* [Problem description]: Please return all lines of the data below containing the string "Keep".

* [Records provided]:

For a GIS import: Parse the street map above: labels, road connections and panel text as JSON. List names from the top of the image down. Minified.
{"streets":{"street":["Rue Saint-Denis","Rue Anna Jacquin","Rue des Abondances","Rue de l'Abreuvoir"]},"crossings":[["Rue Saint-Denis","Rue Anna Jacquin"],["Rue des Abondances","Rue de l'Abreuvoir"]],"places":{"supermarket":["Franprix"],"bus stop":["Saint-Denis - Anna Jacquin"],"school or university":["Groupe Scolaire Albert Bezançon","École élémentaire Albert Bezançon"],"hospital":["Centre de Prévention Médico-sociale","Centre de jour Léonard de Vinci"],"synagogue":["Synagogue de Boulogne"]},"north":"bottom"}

==

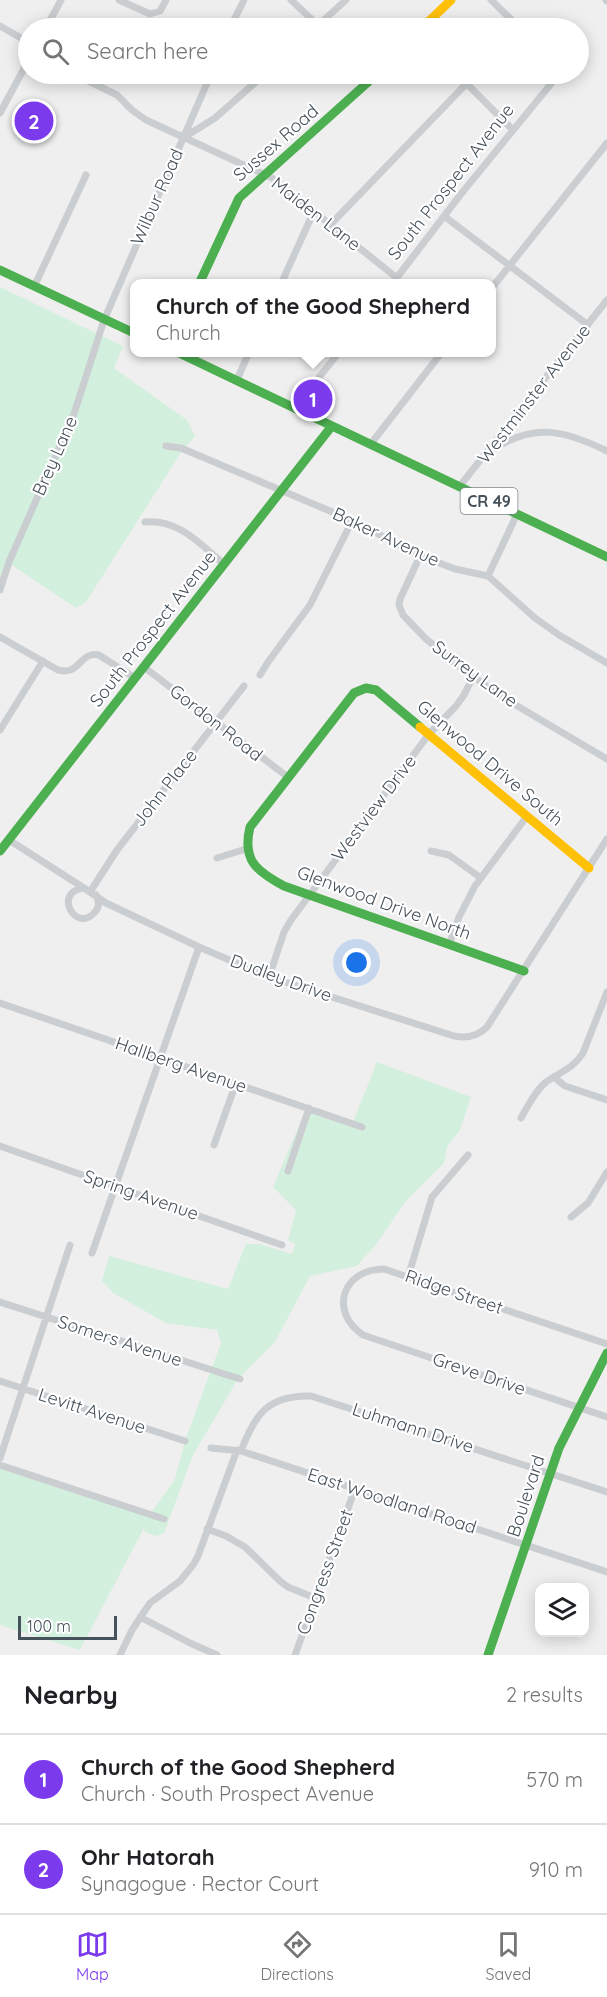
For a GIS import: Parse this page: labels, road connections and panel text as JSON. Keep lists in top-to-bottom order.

---

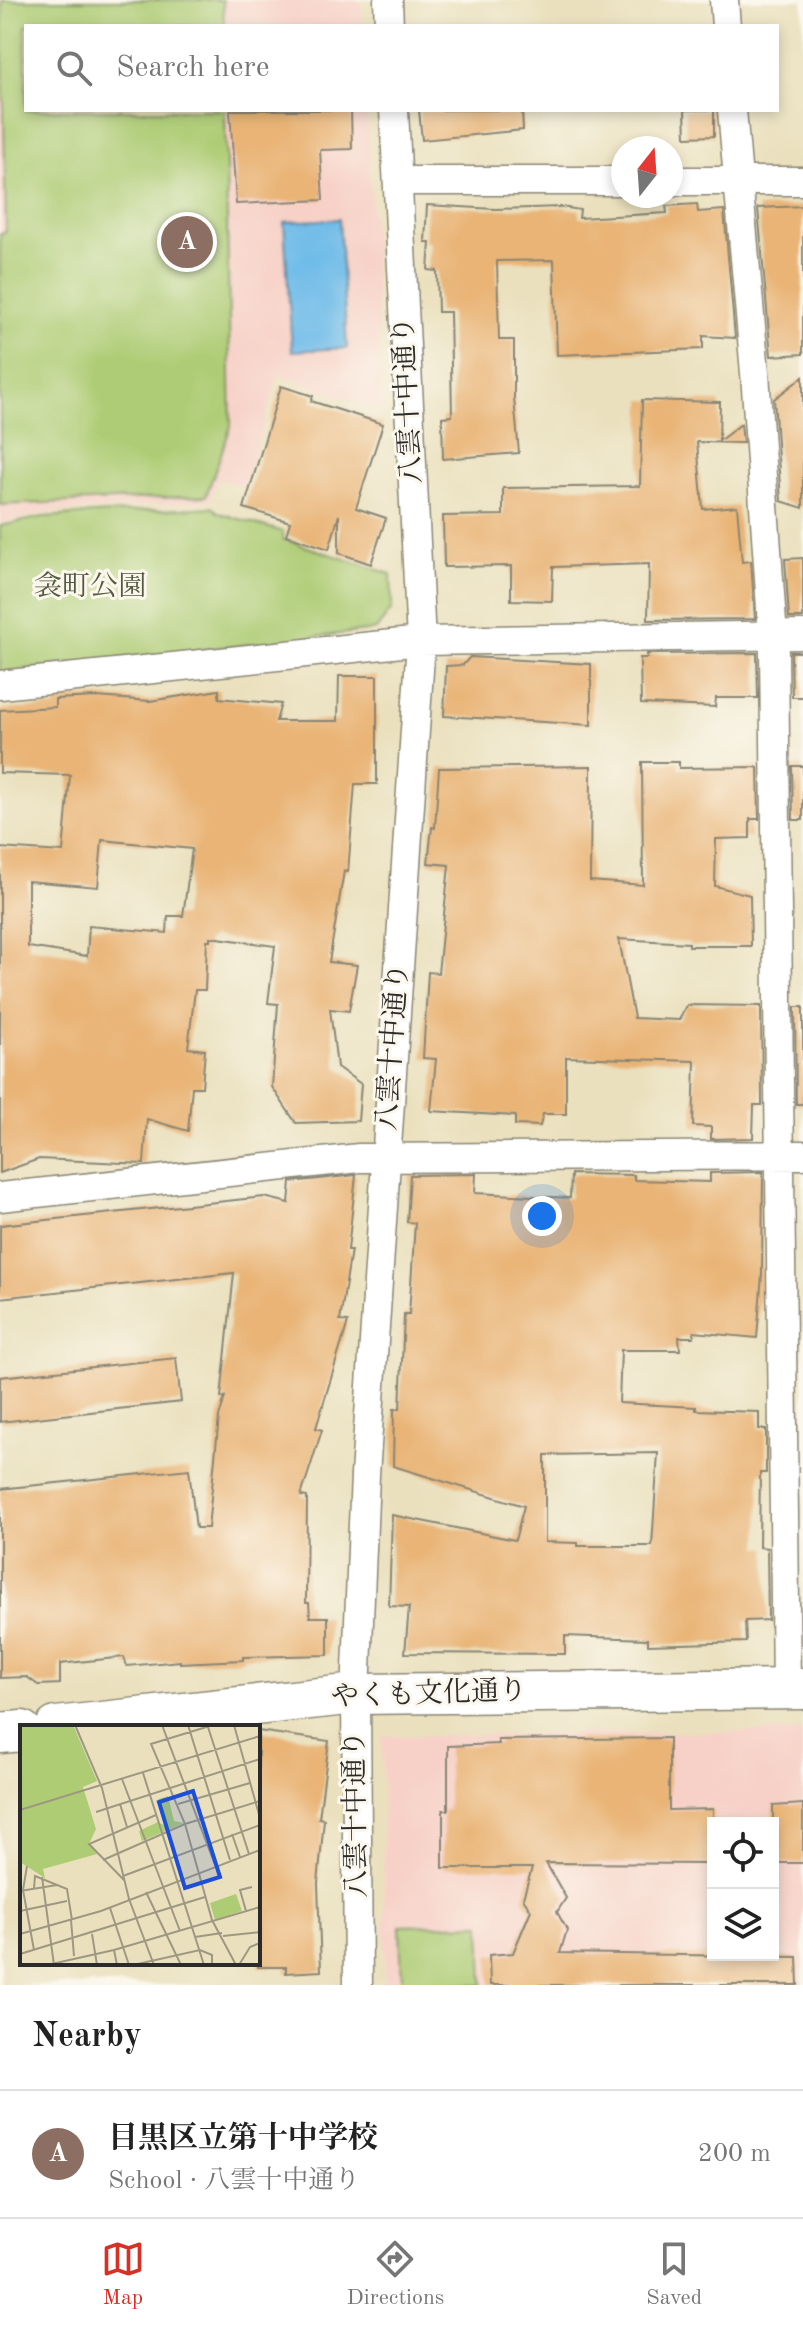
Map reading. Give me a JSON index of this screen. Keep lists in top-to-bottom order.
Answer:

* [Solution for this task]:
For a GIS import: Parse this page: labels, road connections and panel text as JSON. Keep lists in top-to-bottom order.
Map reading. Give me a JSON index of this screen. Keep lists in top-to-bottom order.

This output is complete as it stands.